I once threatened to commit penicide on a public forum. Probably not the wisest thing to do. One
afternoon last week, friends and family staged an intervention. I was taken from my laptop forcibly. As I was being dragged away, I lashed out
hoping to grab my spiral notebook but only succeeded in splashing Merlot onto
my pajamas.
I was thrown into the shower until the drain
slowed from the scum. My husband tried
to dress me in clothes but it had been so long since I’ve put on anything
besides sweatpants and a t-shirt that seams were popping and zippers weren’t
zipping.

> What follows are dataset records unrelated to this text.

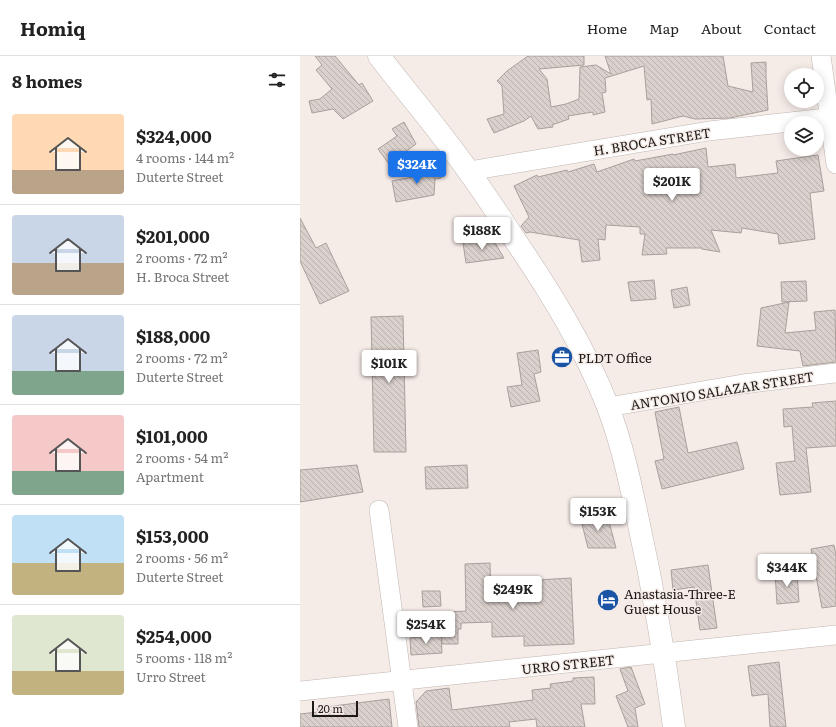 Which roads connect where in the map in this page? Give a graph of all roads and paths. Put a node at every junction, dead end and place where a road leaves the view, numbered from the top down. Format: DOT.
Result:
graph roads {
  1 [pos="379,56"];
  2 [pos="820,56"];
  3 [pos="833,117"];
  4 [pos="836,164"];
  5 [pos="469,171"];
  6 [pos="836,373"];
  7 [pos="608,408"];
  8 [pos="379,510"];
  9 [pos="836,635"];
  10 [pos="665,654"];
  11 [pos="401,681"];
  12 [pos="300,691"];
  13 [pos="408,727"];
  14 [pos="674,727"];
  1 -- 5 [label="main road"];
  2 -- 3 [label="street"];
  3 -- 4 [label="street"];
  3 -- 5 [label="street, H. BROCA STREET"];
  5 -- 7 [label="main road"];
  6 -- 7 [label="street, ANTONIO SALAZAR STREET"];
  7 -- 10 [label="main road"];
  8 -- 11 [label="street"];
  9 -- 10 [label="street, URRO STREET"];
  10 -- 11 [label="street, URRO STREET"];
  10 -- 14 [label="main road"];
  11 -- 12 [label="street, URRO STREET"];
  11 -- 13 [label="street"];
} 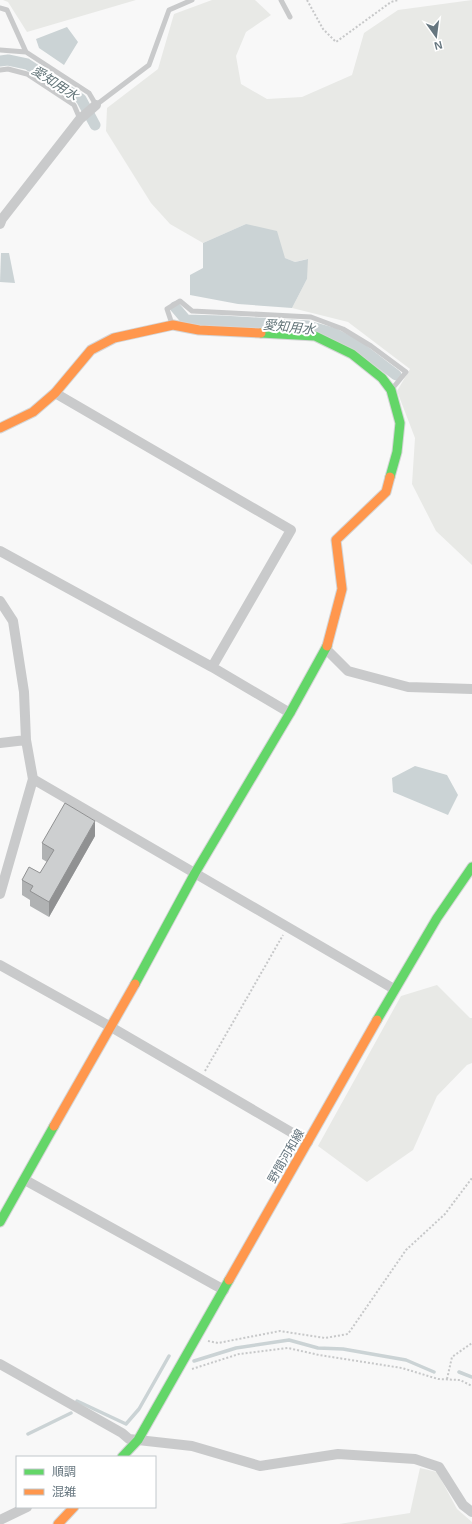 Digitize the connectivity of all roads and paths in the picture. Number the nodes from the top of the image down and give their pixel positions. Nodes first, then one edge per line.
1 (192, 0) edge
2 (281, 0) edge
3 (307, 0) edge
4 (398, 0) edge
5 (0, 8) edge
6 (290, 17) dead end
7 (0, 50) edge
8 (26, 52) junction
9 (0, 70) edge
10 (96, 106) junction
11 (80, 119) junction
12 (0, 224) edge
13 (173, 325) junction
14 (391, 390) junction
15 (55, 393) junction
16 (0, 428) edge
17 (0, 551) edge
18 (0, 601) edge
19 (326, 649) junction
20 (212, 667) junction
21 (472, 689) edge
22 (290, 713) junction
23 (26, 740) junction
24 (0, 743) edge
25 (32, 779) junction
26 (472, 867) edge
27 (196, 873) junction
28 (0, 894) edge
29 (287, 927) junction
30 (0, 965) edge
31 (394, 989) junction
32 (111, 1026) junction
33 (200, 1079) junction
34 (308, 1142) junction
35 (472, 1178) edge
36 (25, 1180) junction
37 (0, 1222) edge
38 (224, 1290) junction
39 (195, 1338) junction
40 (472, 1342) edge
41 (0, 1364) edge
42 (178, 1368) junction
43 (447, 1379) junction
44 (472, 1386) edge
45 (138, 1440) junction
46 (123, 1456) edge
47 (25, 1508) edge
48 (73, 1508) edge
49 (472, 1512) edge
50 (0, 1519) edge
51 (58, 1524) edge

1 - 10 lane
2 - 6 lane
3 - 4 path
5 - 8 lane
7 - 8 lane
8 - 10 lane
9 - 11 lane
10 - 11 street
11 - 12 street
13 - 14 street
13 - 14 lane
13 - 15 street
14 - 19 street
15 - 16 street
15 - 20 street
17 - 20 street
18 - 23 street
19 - 21 street
19 - 22 street
20 - 22 street
22 - 27 street
23 - 24 street
23 - 25 street
25 - 27 street
25 - 28 street
26 - 31 street, 野間河和線
27 - 29 street
27 - 32 street
29 - 31 street
29 - 33 path
30 - 32 street
31 - 34 street, 野間河和線
32 - 33 street
32 - 36 street
33 - 34 street
34 - 38 street, 野間河和線
35 - 39 path
36 - 37 street
36 - 38 street
38 - 39 street, 野間河和線
39 - 42 street, 野間河和線
40 - 43 path
41 - 45 street
42 - 43 path
42 - 45 street, 野間河和線
43 - 44 path
45 - 46 street, 野間河和線
45 - 49 street
47 - 50 street
48 - 51 street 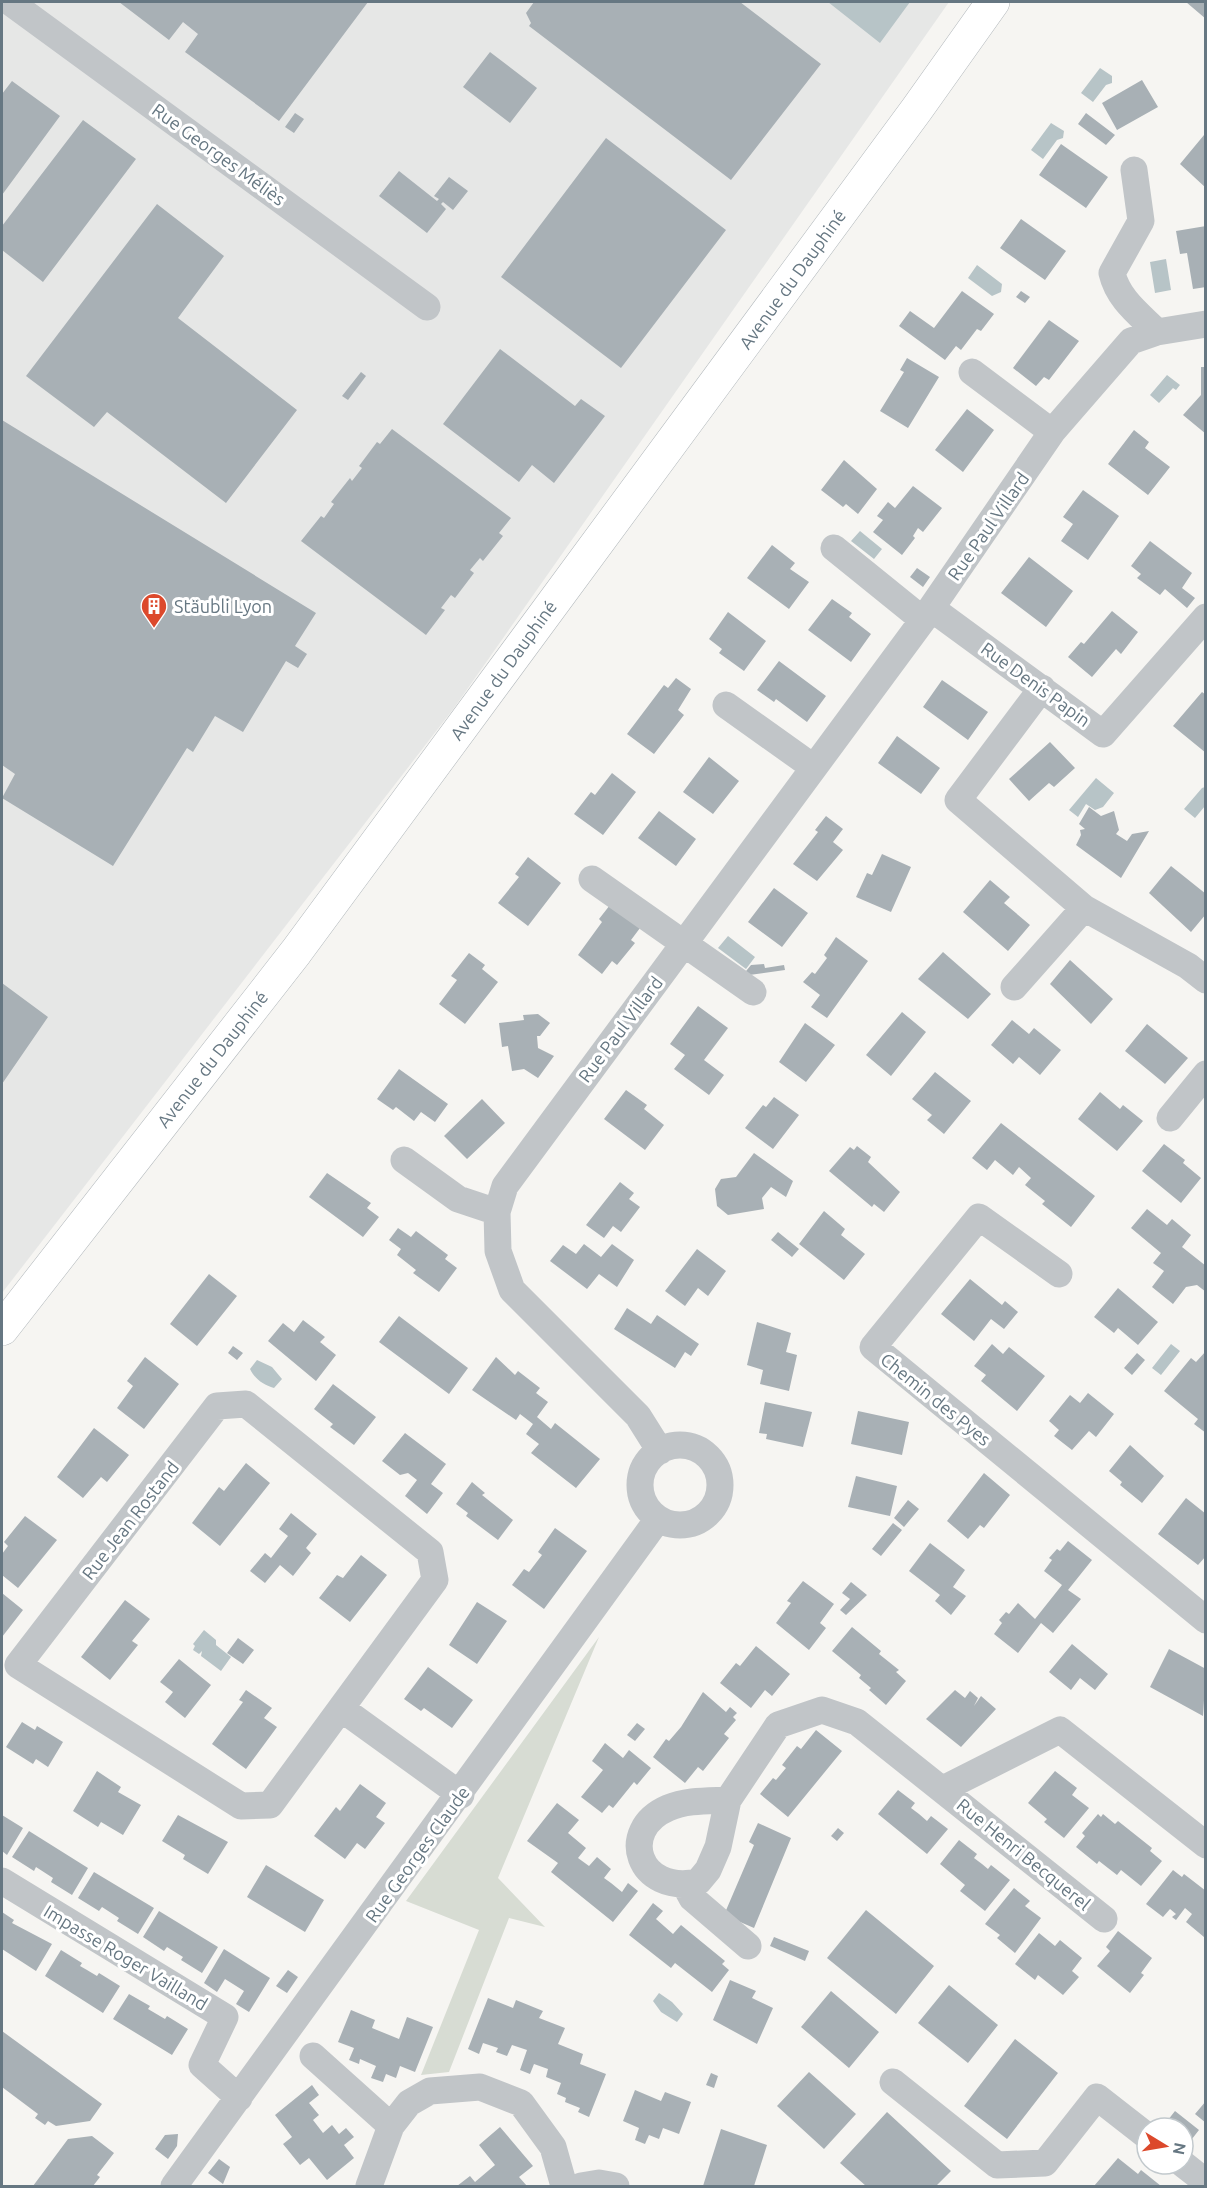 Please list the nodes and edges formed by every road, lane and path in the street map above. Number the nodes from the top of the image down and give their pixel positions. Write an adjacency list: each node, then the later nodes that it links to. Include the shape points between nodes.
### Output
1 (10, 2): 4 (street, Rue Georges Méliès)
2 (993, 2): 26 (main road, Avenue du Dauphiné, via 296,952)
3 (1134, 170): 6 (street, via 1141,222 1112,273 1123,299)
4 (427, 308)
5 (1206, 324): 6 (street, Rue Paul Villard)
6 (1157, 332): 8 (street, Rue Paul Villard, via 1131,341)
7 (972, 372): 8 (street)
8 (1052, 432): 10 (street, Rue Paul Villard)
9 (834, 548): 10 (street)
10 (927, 614): 12 (street, Rue Denis Papin); 14 (street, Rue Paul Villard)
11 (1206, 617): 12 (street, Rue Denis Papin, via 1103,734)
12 (1042, 688): 16 (street, via 958,800)
13 (726, 705): 14 (street)
14 (813, 767): 17 (street, Rue Paul Villard)
15 (592, 879): 17 (street)
16 (1084, 908): 18 (street); 19 (street)
17 (684, 942): 20 (street); 24 (street, Rue Paul Villard, via 505,1186)
18 (1206, 980)
19 (1014, 987)
20 (753, 992)
21 (1206, 1074): 22 (street)
22 (1170, 1118)
23 (404, 1160): 24 (street, via 458,1198)
24 (497, 1212): 27 (street, via 498,1251 512,1290 638,1416)
25 (1059, 1274): 29 (street, Chemin des Pyes, via 979,1217 873,1347)
26 (2, 1329)
27 (660, 1451): 28 (street, via 642,1471 640,1489 645,1506); 28 (street, via 685,1445 702,1451 715,1464 720,1481 718,1499 708,1514 693,1524 675,1525)
28 (658, 1519): 32 (street, Rue Georges Claude)
29 (1206, 1620)
30 (342, 1709): 30 (street, Rue Jean Rostand, via 435,1580 430,1552 246,1404 217,1406 18,1665 241,1806 270,1805); 32 (street)
31 (943, 1789): 33 (street, Rue Henri Becquerel, via 857,1722 822,1710 778,1725); 34 (street, Rue Henri Becquerel, via 1060,1730); 37 (street, Rue Henri Becquerel)
32 (460, 1794): 41 (street, Rue Georges Claude)
33 (728, 1800): 36 (street, Rue Henri Becquerel, via 718,1847 708,1870 698,1882); 36 (street, via 688,1802 668,1808 653,1816 642,1834 639,1850 643,1864 656,1879)
34 (1206, 1845)
35 (2, 1881): 41 (street, Impasse Roger Vailland, via 225,2017 202,2065)
36 (685, 1885): 38 (street, via 693,1898)
37 (1104, 1919)
38 (748, 1946)
39 (313, 2056): 42 (street)
40 (892, 2082): 43 (street, via 997,2165 1045,2163 1097,2097)
41 (239, 2097): 44 (street, Rue Georges Claude)
42 (391, 2126): 45 (street); 46 (street, via 409,2103 430,2091 480,2087 521,2103 553,2146)
43 (1135, 2127)
44 (174, 2187)
45 (369, 2187)
46 (564, 2187)
47 (581, 2187): 48 (street, via 599,2182)
48 (616, 2187)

He settled on the nun costume
I wore a couple Halloweens ago.
They threw me into the back of the car and
strapped me in. People stuffed in
around me so that I couldn’t see out the windows to see where we headed. The sensation of motion made me sick to my
stomach. The Great Dane they sat on my
lap to hold me down made me sneeze.
When the car finally stopped I vomited into
a luscious container of flowers rimming the parking lot. I blinked against the glare of sunlight and
tried to recognize my surroundings but the buildings all appeared newer than the
year 2000.
I hyperventilated when I thought of all the
status updates I was missing and the abandoned game of Bejeweled Deluxe on my
computer screen. I tried to get a sense
for how long it had been since I’d last checked my email. 20 minutes?
That’s like three days in agent-response-time! I saw stars and my knees rattled.
“Where are you taking me?” I croaked.
“Honey,” my husband cupped my chin in his
hand, “the kids are tweeting about you.
The postman refuses to come to the door with packages because you’ve
threatened him one too many times when he didn’t present a publisher’s
contract.”
My best friend held her fingers under her
nose when she stepped nearer to address me. “Kai, people think you’ve put
dreadlocks in your hair. The
technicians at Yahoo have threatened to cancel your account because of all the
times you’ve contacted them claiming your email isn’t receiving messages.”
My writer friend looked at me and shrugged,
clearly as confused about what was happening as I was.
“We are taking you to Writer’s Anonymous.”
My sister delivers all news like an evening anchor, professional and without
emotion. “WA will help you admit you have a problem. Then they will help you assimilate yourself back into the land of
the living.”
I frowned and considered her last statement.
Weren’t there dinosaurs in the Land of the Living?
My husband looked pained, but loving. My best friend looked worried yet
hopeful. My writer friend looked like I
was inspiring a story. My sister looked like she could smell me.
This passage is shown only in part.